» **THE TASK**:
Could you return the data below exactly as it appears?

RECORDS FOR THIS TASK Start Marker

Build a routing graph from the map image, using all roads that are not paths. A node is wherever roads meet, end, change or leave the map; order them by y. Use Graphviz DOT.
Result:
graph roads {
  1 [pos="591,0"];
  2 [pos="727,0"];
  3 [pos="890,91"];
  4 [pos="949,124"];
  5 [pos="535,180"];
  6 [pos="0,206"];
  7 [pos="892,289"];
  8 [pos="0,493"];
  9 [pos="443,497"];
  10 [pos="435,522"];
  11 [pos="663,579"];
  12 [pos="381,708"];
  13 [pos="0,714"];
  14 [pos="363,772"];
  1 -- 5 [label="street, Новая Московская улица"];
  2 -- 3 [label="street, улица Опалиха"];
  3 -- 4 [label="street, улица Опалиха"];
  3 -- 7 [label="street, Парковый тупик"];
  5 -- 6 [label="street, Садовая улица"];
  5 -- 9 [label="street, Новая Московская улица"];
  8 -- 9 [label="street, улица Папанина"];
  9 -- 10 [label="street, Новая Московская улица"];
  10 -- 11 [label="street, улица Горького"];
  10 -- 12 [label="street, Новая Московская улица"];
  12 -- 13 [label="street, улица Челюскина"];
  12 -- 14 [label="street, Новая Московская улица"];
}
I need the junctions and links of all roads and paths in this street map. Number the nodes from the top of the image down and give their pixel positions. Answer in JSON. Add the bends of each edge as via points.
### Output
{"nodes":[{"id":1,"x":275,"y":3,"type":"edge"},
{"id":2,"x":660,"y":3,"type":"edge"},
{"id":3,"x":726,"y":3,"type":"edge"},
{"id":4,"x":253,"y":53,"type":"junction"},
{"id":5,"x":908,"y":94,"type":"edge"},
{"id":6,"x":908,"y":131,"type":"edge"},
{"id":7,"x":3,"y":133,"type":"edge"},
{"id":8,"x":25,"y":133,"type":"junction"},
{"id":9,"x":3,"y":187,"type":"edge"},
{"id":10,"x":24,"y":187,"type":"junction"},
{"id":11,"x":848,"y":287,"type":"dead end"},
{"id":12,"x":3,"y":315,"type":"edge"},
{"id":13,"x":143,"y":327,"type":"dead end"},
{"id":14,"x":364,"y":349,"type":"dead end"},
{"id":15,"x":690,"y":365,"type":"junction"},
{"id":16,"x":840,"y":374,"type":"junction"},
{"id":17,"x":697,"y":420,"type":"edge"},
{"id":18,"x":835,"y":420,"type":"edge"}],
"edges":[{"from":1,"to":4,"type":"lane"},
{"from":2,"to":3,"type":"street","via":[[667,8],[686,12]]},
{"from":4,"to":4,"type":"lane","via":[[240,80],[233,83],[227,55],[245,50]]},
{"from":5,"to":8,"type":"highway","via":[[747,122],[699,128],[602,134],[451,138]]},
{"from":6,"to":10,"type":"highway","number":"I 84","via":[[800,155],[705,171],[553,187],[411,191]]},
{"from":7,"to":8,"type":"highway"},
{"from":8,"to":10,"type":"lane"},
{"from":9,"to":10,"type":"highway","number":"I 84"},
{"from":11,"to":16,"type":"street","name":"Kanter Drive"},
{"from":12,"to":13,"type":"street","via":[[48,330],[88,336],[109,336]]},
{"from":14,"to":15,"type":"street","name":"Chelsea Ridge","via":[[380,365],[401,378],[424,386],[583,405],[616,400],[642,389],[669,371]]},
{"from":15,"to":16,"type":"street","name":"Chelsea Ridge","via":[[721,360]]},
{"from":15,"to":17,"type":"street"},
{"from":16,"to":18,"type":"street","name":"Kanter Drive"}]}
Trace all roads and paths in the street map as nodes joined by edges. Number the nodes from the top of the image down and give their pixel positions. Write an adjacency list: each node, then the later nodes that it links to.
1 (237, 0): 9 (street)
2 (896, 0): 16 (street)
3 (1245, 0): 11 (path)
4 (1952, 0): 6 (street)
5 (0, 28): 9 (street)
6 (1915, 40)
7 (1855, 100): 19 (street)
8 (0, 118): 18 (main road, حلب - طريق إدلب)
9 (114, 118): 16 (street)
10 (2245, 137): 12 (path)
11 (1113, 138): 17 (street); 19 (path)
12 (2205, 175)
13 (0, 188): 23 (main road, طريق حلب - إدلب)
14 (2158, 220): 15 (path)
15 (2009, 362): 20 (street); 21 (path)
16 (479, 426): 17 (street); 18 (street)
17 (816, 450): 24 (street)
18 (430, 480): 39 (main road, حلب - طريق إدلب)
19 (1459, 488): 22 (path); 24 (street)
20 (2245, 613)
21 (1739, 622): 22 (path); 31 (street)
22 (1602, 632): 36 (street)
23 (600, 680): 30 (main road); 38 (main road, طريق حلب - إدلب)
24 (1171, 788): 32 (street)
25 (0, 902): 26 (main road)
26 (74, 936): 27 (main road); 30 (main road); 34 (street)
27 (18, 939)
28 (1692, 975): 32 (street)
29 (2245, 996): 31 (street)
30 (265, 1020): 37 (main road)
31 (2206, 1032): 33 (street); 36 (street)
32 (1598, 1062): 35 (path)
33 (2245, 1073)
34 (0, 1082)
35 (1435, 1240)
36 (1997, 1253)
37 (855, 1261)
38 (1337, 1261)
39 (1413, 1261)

RECORDS FOR THIS TASK End Marker

» **RESPONSE TO THE TASK**:
Build a routing graph from the map image, using all roads that are not paths. A node is wherever roads meet, end, change or leave the map; order them by y. Use Graphviz DOT.
Result:
graph roads {
  1 [pos="591,0"];
  2 [pos="727,0"];
  3 [pos="890,91"];
  4 [pos="949,124"];
  5 [pos="535,180"];
  6 [pos="0,206"];
  7 [pos="892,289"];
  8 [pos="0,493"];
  9 [pos="443,497"];
  10 [pos="435,522"];
  11 [pos="663,579"];
  12 [pos="381,708"];
  13 [pos="0,714"];
  14 [pos="363,772"];
  1 -- 5 [label="street, Новая Московская улица"];
  2 -- 3 [label="street, улица Опалиха"];
  3 -- 4 [label="street, улица Опалиха"];
  3 -- 7 [label="street, Парковый тупик"];
  5 -- 6 [label="street, Садовая улица"];
  5 -- 9 [label="street, Новая Московская улица"];
  8 -- 9 [label="street, улица Папанина"];
  9 -- 10 [label="street, Новая Московская улица"];
  10 -- 11 [label="street, улица Горького"];
  10 -- 12 [label="street, Новая Московская улица"];
  12 -- 13 [label="street, улица Челюскина"];
  12 -- 14 [label="street, Новая Московская улица"];
}
I need the junctions and links of all roads and paths in this street map. Number the nodes from the top of the image down and give their pixel positions. Answer in JSON. Add the bends of each edge as via points.
### Output
{"nodes":[{"id":1,"x":275,"y":3,"type":"edge"},
{"id":2,"x":660,"y":3,"type":"edge"},
{"id":3,"x":726,"y":3,"type":"edge"},
{"id":4,"x":253,"y":53,"type":"junction"},
{"id":5,"x":908,"y":94,"type":"edge"},
{"id":6,"x":908,"y":131,"type":"edge"},
{"id":7,"x":3,"y":133,"type":"edge"},
{"id":8,"x":25,"y":133,"type":"junction"},
{"id":9,"x":3,"y":187,"type":"edge"},
{"id":10,"x":24,"y":187,"type":"junction"},
{"id":11,"x":848,"y":287,"type":"dead end"},
{"id":12,"x":3,"y":315,"type":"edge"},
{"id":13,"x":143,"y":327,"type":"dead end"},
{"id":14,"x":364,"y":349,"type":"dead end"},
{"id":15,"x":690,"y":365,"type":"junction"},
{"id":16,"x":840,"y":374,"type":"junction"},
{"id":17,"x":697,"y":420,"type":"edge"},
{"id":18,"x":835,"y":420,"type":"edge"}],
"edges":[{"from":1,"to":4,"type":"lane"},
{"from":2,"to":3,"type":"street","via":[[667,8],[686,12]]},
{"from":4,"to":4,"type":"lane","via":[[240,80],[233,83],[227,55],[245,50]]},
{"from":5,"to":8,"type":"highway","via":[[747,122],[699,128],[602,134],[451,138]]},
{"from":6,"to":10,"type":"highway","number":"I 84","via":[[800,155],[705,171],[553,187],[411,191]]},
{"from":7,"to":8,"type":"highway"},
{"from":8,"to":10,"type":"lane"},
{"from":9,"to":10,"type":"highway","number":"I 84"},
{"from":11,"to":16,"type":"street","name":"Kanter Drive"},
{"from":12,"to":13,"type":"street","via":[[48,330],[88,336],[109,336]]},
{"from":14,"to":15,"type":"street","name":"Chelsea Ridge","via":[[380,365],[401,378],[424,386],[583,405],[616,400],[642,389],[669,371]]},
{"from":15,"to":16,"type":"street","name":"Chelsea Ridge","via":[[721,360]]},
{"from":15,"to":17,"type":"street"},
{"from":16,"to":18,"type":"street","name":"Kanter Drive"}]}
Trace all roads and paths in the street map as nodes joined by edges. Number the nodes from the top of the image down and give their pixel positions. Write an adjacency list: each node, then the later nodes that it links to.
1 (237, 0): 9 (street)
2 (896, 0): 16 (street)
3 (1245, 0): 11 (path)
4 (1952, 0): 6 (street)
5 (0, 28): 9 (street)
6 (1915, 40)
7 (1855, 100): 19 (street)
8 (0, 118): 18 (main road, حلب - طريق إدلب)
9 (114, 118): 16 (street)
10 (2245, 137): 12 (path)
11 (1113, 138): 17 (street); 19 (path)
12 (2205, 175)
13 (0, 188): 23 (main road, طريق حلب - إدلب)
14 (2158, 220): 15 (path)
15 (2009, 362): 20 (street); 21 (path)
16 (479, 426): 17 (street); 18 (street)
17 (816, 450): 24 (street)
18 (430, 480): 39 (main road, حلب - طريق إدلب)
19 (1459, 488): 22 (path); 24 (street)
20 (2245, 613)
21 (1739, 622): 22 (path); 31 (street)
22 (1602, 632): 36 (street)
23 (600, 680): 30 (main road); 38 (main road, طريق حلب - إدلب)
24 (1171, 788): 32 (street)
25 (0, 902): 26 (main road)
26 (74, 936): 27 (main road); 30 (main road); 34 (street)
27 (18, 939)
28 (1692, 975): 32 (street)
29 (2245, 996): 31 (street)
30 (265, 1020): 37 (main road)
31 (2206, 1032): 33 (street); 36 (street)
32 (1598, 1062): 35 (path)
33 (2245, 1073)
34 (0, 1082)
35 (1435, 1240)
36 (1997, 1253)
37 (855, 1261)
38 (1337, 1261)
39 (1413, 1261)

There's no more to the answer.